Segment Open

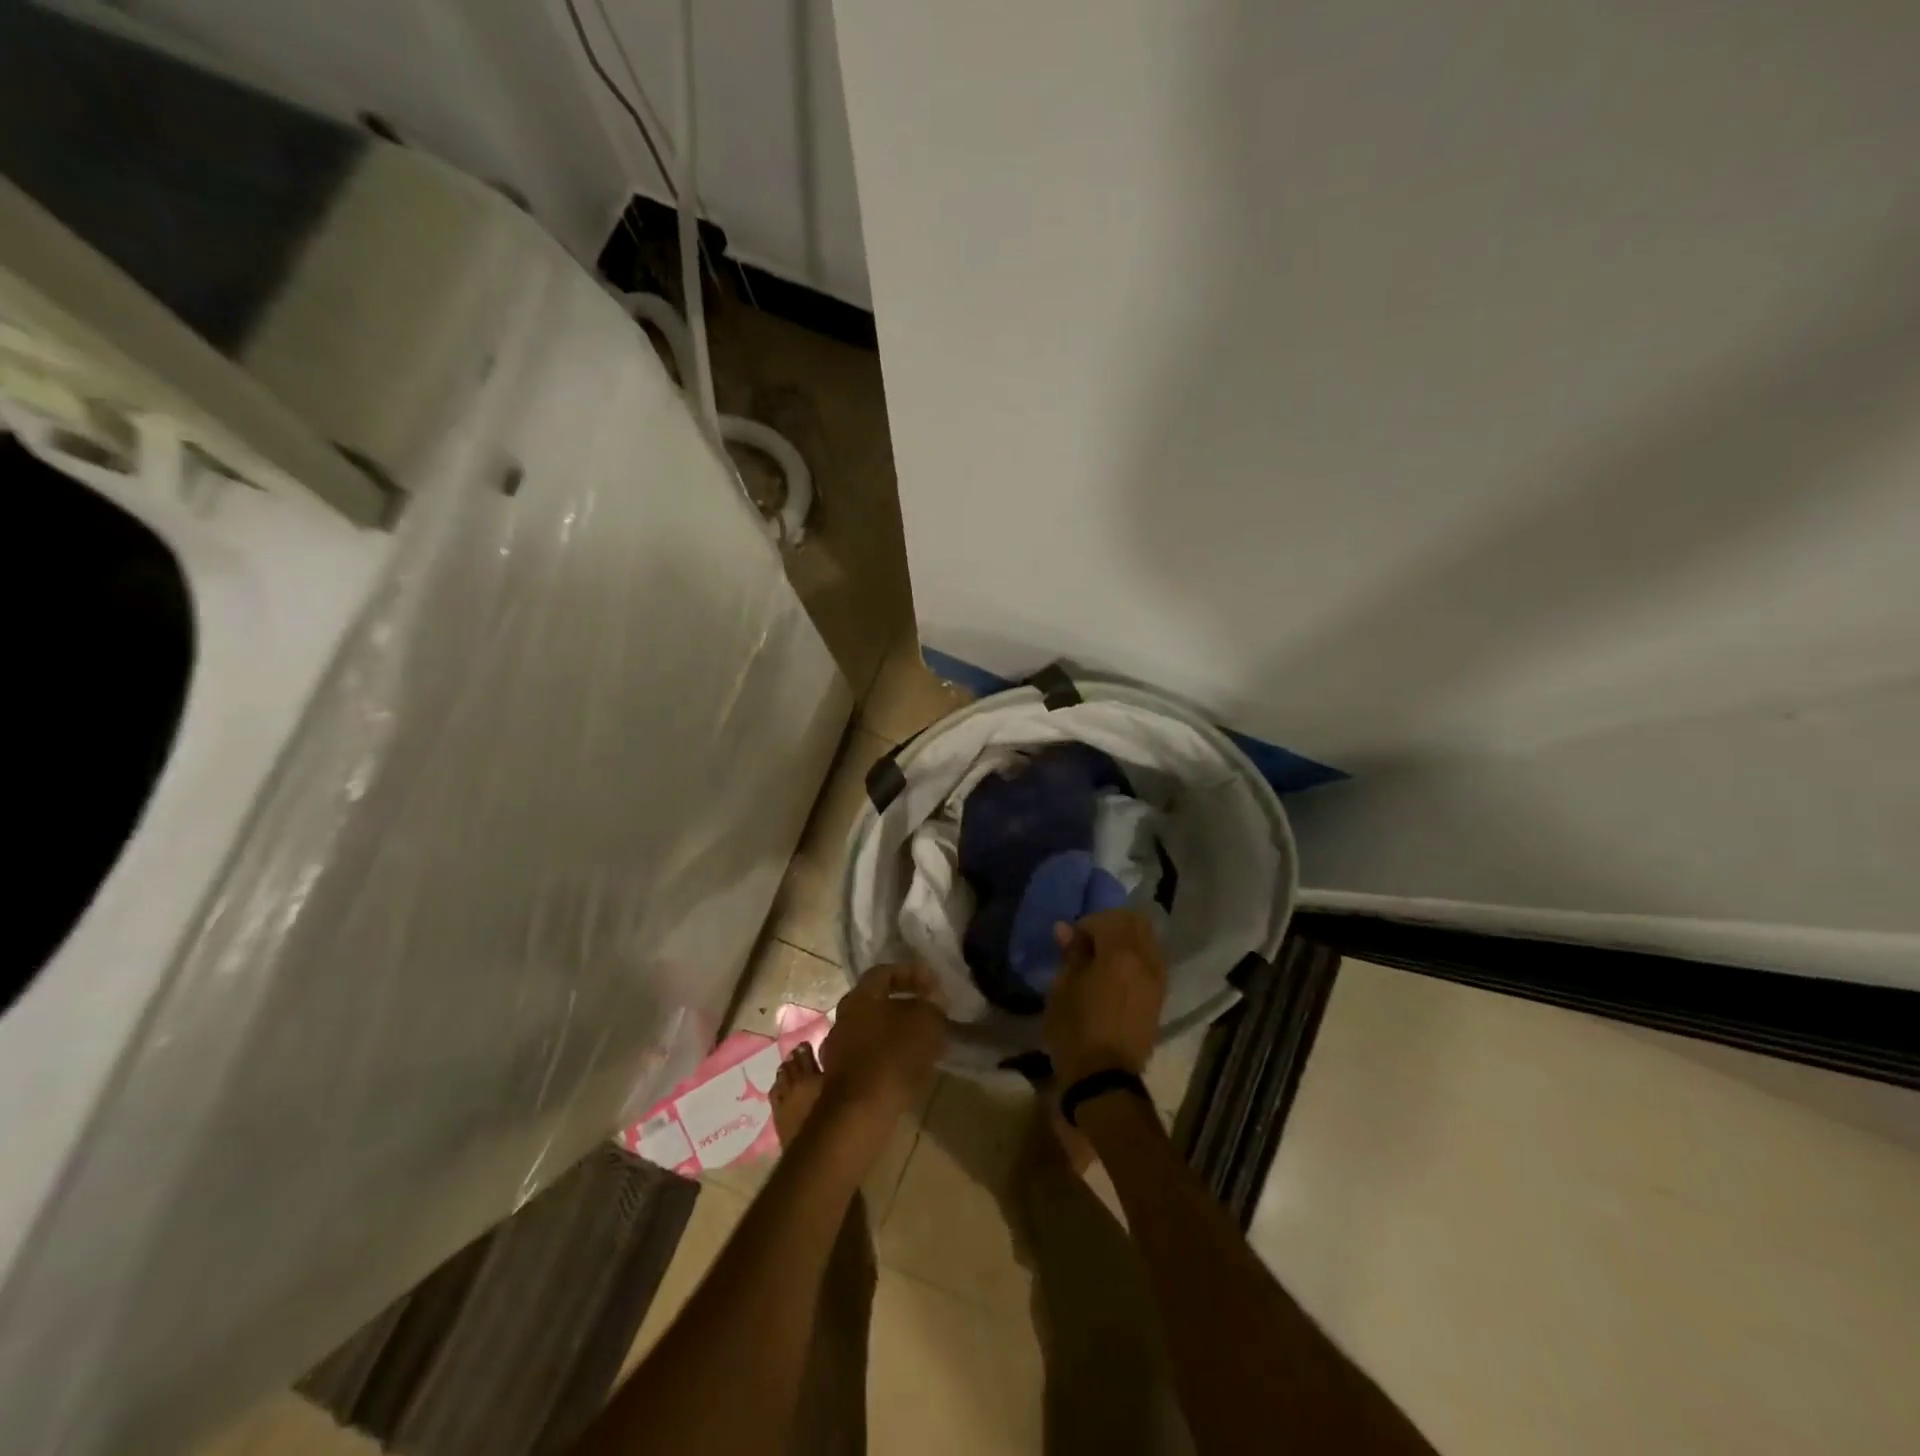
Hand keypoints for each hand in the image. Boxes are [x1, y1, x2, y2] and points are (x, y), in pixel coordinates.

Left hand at [820, 963, 948, 1133]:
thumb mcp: (926, 1023)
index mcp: (860, 996)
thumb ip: (932, 1005)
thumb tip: (932, 999)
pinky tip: (907, 1065)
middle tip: (929, 1010)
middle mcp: (843, 1017)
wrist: (860, 1113)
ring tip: (922, 1041)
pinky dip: (888, 1055)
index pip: (884, 972)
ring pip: (872, 1030)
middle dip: (904, 1003)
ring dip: (896, 1031)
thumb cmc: (893, 1057)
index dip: (912, 973)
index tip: (935, 984)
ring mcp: (837, 1049)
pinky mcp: (840, 1078)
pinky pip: (869, 1056)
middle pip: (876, 1002)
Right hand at [1043, 909, 1167, 1085]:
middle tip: (1089, 944)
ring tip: (1103, 961)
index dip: (1086, 925)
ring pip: (1148, 941)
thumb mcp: (1062, 989)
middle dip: (1112, 925)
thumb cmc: (1075, 1031)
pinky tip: (1116, 977)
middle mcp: (1146, 961)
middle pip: (1136, 923)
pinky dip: (1136, 960)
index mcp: (1120, 954)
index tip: (1070, 942)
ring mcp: (1158, 980)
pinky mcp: (1160, 999)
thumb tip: (1065, 928)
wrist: (1104, 1080)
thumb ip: (1070, 954)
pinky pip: (1151, 963)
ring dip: (1127, 941)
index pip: (1107, 919)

Segment Closed

WHAT YOU ARE ASKED TO DO - Each line above, from the one that contains "ring mcp: (837, 1049)" to the last line of the records, should be repeated exactly. Leave out all others.

RESPONSE BELOW -
ring mcp: (837, 1049)
pinky mcp: (840, 1078)
pinky pip: (869, 1056)
middle pip: (876, 1002)
Right hand at [1043, 909, 1167, 1085]:
middle tip: (1089, 944)
ring tip: (1103, 961)
index dip: (1086, 925)
ring pip: (1148, 941)
thumb mcp: (1062, 989)
middle dip: (1112, 925)
thumb cmc: (1075, 1031)
pinky tip: (1116, 977)
middle mcp: (1146, 961)
middle pip: (1136, 923)
pinky dip: (1136, 960)
index mcp: (1120, 954)
index tip: (1070, 942)
ring mcp: (1158, 980)
pinky mcp: (1160, 999)
thumb tip: (1065, 928)
wrist: (1104, 1080)
thumb ip: (1070, 954)
pinky pip: (1151, 963)
ring dip: (1127, 941)
index pip: (1107, 919)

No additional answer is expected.